A decorator and illuminator, Iollan was responsible for some of the most lavish and carefully planned books, one of which - 'History of the Children of Israel' - he boasted of writing in two summer days. They include:

- Bibliothèque Nationale de France MS Celtique I
- British Library Egerton MS 91
- Trinity College Dublin MS 1298 (formerly MS H 2.7)
- National Library of Ireland MS. G.9

He also signed his name to the following:

- British Library Add MS 30512
It has been suggested that this a volume referred to in medieval sources as The Book of Carrick. It was printed as Annla Gearra as Proibhinse Ard Macha in 1958–59.

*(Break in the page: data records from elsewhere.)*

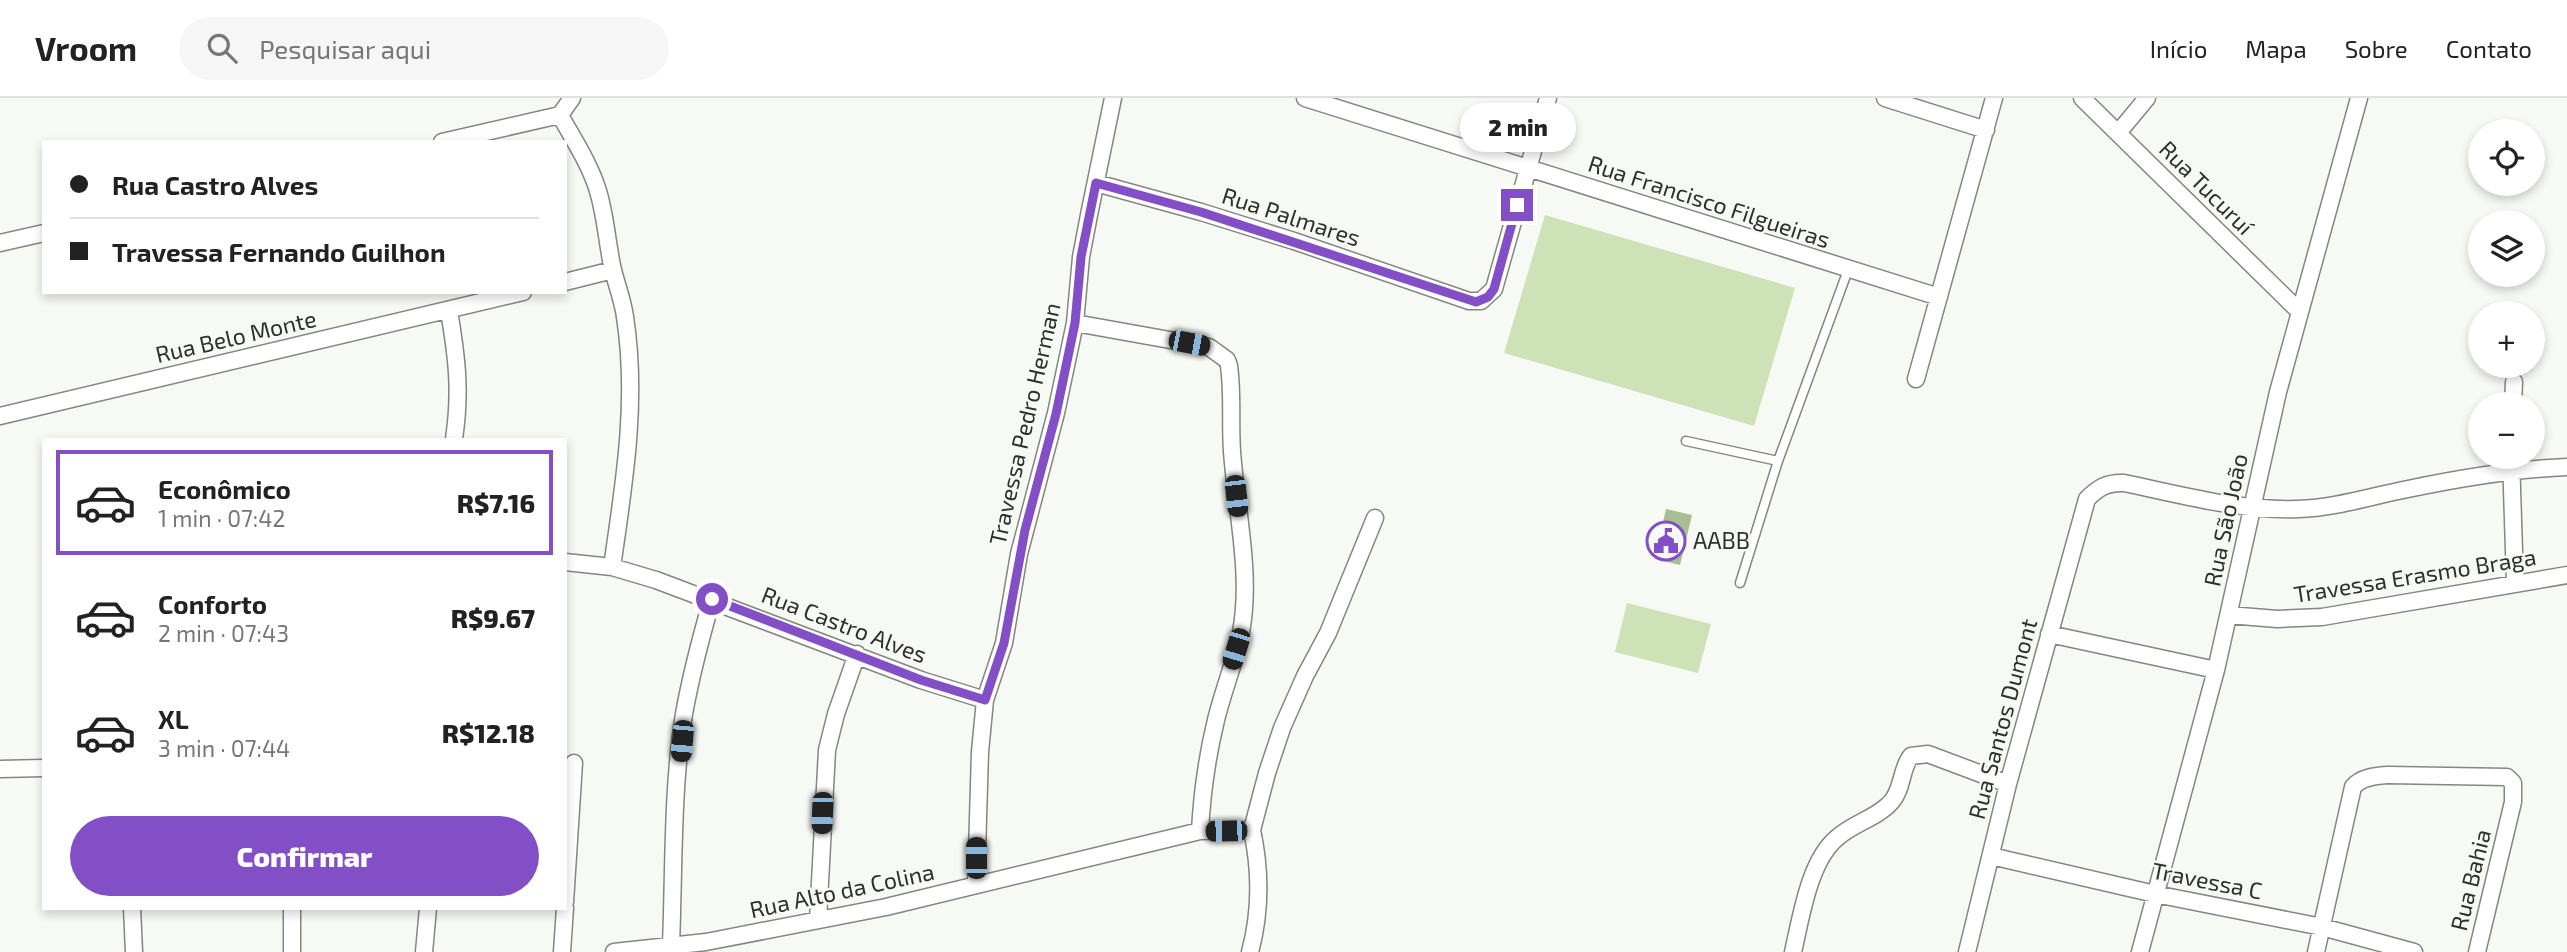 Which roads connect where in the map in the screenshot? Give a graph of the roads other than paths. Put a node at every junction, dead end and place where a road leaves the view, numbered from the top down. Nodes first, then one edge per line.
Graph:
1 (572, 98) edge
2 (1113, 98) edge
3 (1305, 98) edge
4 (1548, 98) edge
5 (1885, 98) edge
6 (1994, 98) edge
7 (2082, 98) edge
8 (2147, 98) edge
9 (2359, 98) edge
10 (559, 115) junction
11 (1986, 130) junction
12 (2118, 133) junction
13 (451, 140) edge
14 (1528, 167) junction
15 (1096, 183) junction
16 (42, 233) edge
17 (0, 243) edge
18 (613, 270) junction
19 (1848, 270) junction
20 (567, 282) edge
21 (515, 294) edge
22 (1939, 297) junction
23 (449, 311) junction
24 (2299, 311) junction
25 (1075, 323) junction
26 (1916, 379) dead end
27 (2514, 382) dead end
28 (2514, 392) edge
29 (0, 416) edge
30 (454, 438) edge
31 (1686, 441) dead end
32 (1777, 461) junction
33 (2545, 466) edge
34 (2567, 467) edge
35 (2494, 469) edge
36 (2511, 469) edge
37 (2252, 509) junction
38 (1375, 518) dead end
39 (567, 562) edge
40 (612, 567) junction
41 (2567, 575) edge
42 (1740, 583) dead end
43 (2515, 583) junction
44 (712, 599) junction
45 (2229, 615) junction
46 (2049, 634) junction
47 (857, 654) junction
48 (2216, 670) junction
49 (985, 700) junction
50 (574, 763) dead end
51 (42, 768) edge
52 (0, 769) edge
53 (2008, 784) junction
54 (1252, 830) junction
55 (1200, 831) junction
56 (1991, 856) junction
57 (567, 871) edge
58 (976, 885) junction
59 (2155, 894) junction
60 (132, 910) edge
61 (292, 910) edge
62 (428, 910) edge
63 (565, 910) edge
64 (818, 920) junction
65 (2322, 927) junction
66 (671, 944) junction
67 (134, 952) edge
68 (292, 952) edge
69 (424, 952) edge
70 (562, 952) edge
71 (614, 952) edge
72 (1250, 952) edge
73 (1793, 952) edge
74 (1967, 952) edge
75 (2140, 952) edge
76 (2316, 952) edge
77 (2414, 952) edge
78 (2477, 952) edge

1 - 10 street
2 - 15 street, Travessa Pedro Herman
3 - 14 street, Rua Francisco Filgueiras
4 - 14 street
5 - 11 street
6 - 11 street
7 - 12 street, Rua Tucuruí
8 - 12 street
9 - 24 street, Rua São João
10 - 13 street
10 - 18 street
11 - 22 street
12 - 24 street, Rua Tucuruí
14 - 15 street, Rua Palmares
14 - 19 street, Rua Francisco Filgueiras
15 - 25 street, Travessa Pedro Herman
16 - 17 street
18 - 20 street
18 - 40 street
19 - 22 street, Rua Francisco Filgueiras
19 - 32 lane
21 - 23 street, Rua Belo Monte
22 - 26 street
23 - 29 street, Rua Belo Monte
23 - 30 street
24 - 37 street, Rua São João
25 - 49 street, Travessa Pedro Herman
25 - 55 street
27 - 28 street
31 - 32 lane
32 - 42 lane
33 - 34 street
35 - 37 street
36 - 43 street
37 - 45 street, Rua São João
37 - 46 street, Rua Santos Dumont
38 - 54 street
39 - 40 street, Rua Castro Alves
40 - 44 street, Rua Castro Alves
41 - 43 street, Travessa Erasmo Braga
43 - 45 street, Travessa Erasmo Braga
44 - 47 street, Rua Castro Alves
44 - 66 street
45 - 48 street, Rua São João
46 - 48 street
46 - 53 street, Rua Santos Dumont
47 - 49 street, Rua Castro Alves
47 - 64 street
48 - 59 street, Rua São João
49 - 58 street, Travessa Pedro Herman
50 - 57 street
51 - 52 street
53 - 56 street, Rua Santos Dumont
53 - 73 street
54 - 55 street, Rua Alto da Colina
54 - 72 street
55 - 58 street, Rua Alto da Colina
56 - 59 street, Travessa C
56 - 74 street, Rua Santos Dumont
58 - 64 street, Rua Alto da Colina
59 - 65 street, Travessa C
59 - 75 street, Rua São João
60 - 67 street
61 - 68 street
62 - 69 street
63 - 70 street
64 - 66 street, Rua Alto da Colina
65 - 76 street
65 - 77 street, Travessa C
65 - 78 street, Rua Bahia
66 - 71 street, Rua Alto da Colina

- British Library Add MS 11809
- Royal Irish Academy MS 23. P.3 (ff 1–17)
The latter was written by him in 1467 at Melaigh Móire, south of Windgap, on the borders of counties Kilkenny and Tipperary, for Aodh Mág Raith (died 1491).

- Bibliothèque Nationale de France MS Celtique I
This was begun in 1473 for Donnchadh mac Brian Dubh Ó Briain, the end which was partly written by his son, Maoleachloinn, in 1497; presumably Iollan was dead by then.

Religious texts by him are:

- 'Dialogue of the Body and Soul'
- 'History of the Monks of Egypt'
- 'Lives of the Irish Saints'

==Sources==

- Literature in Ireland, by James Carney, in A New History of Ireland, volume, two, pp. 803–04.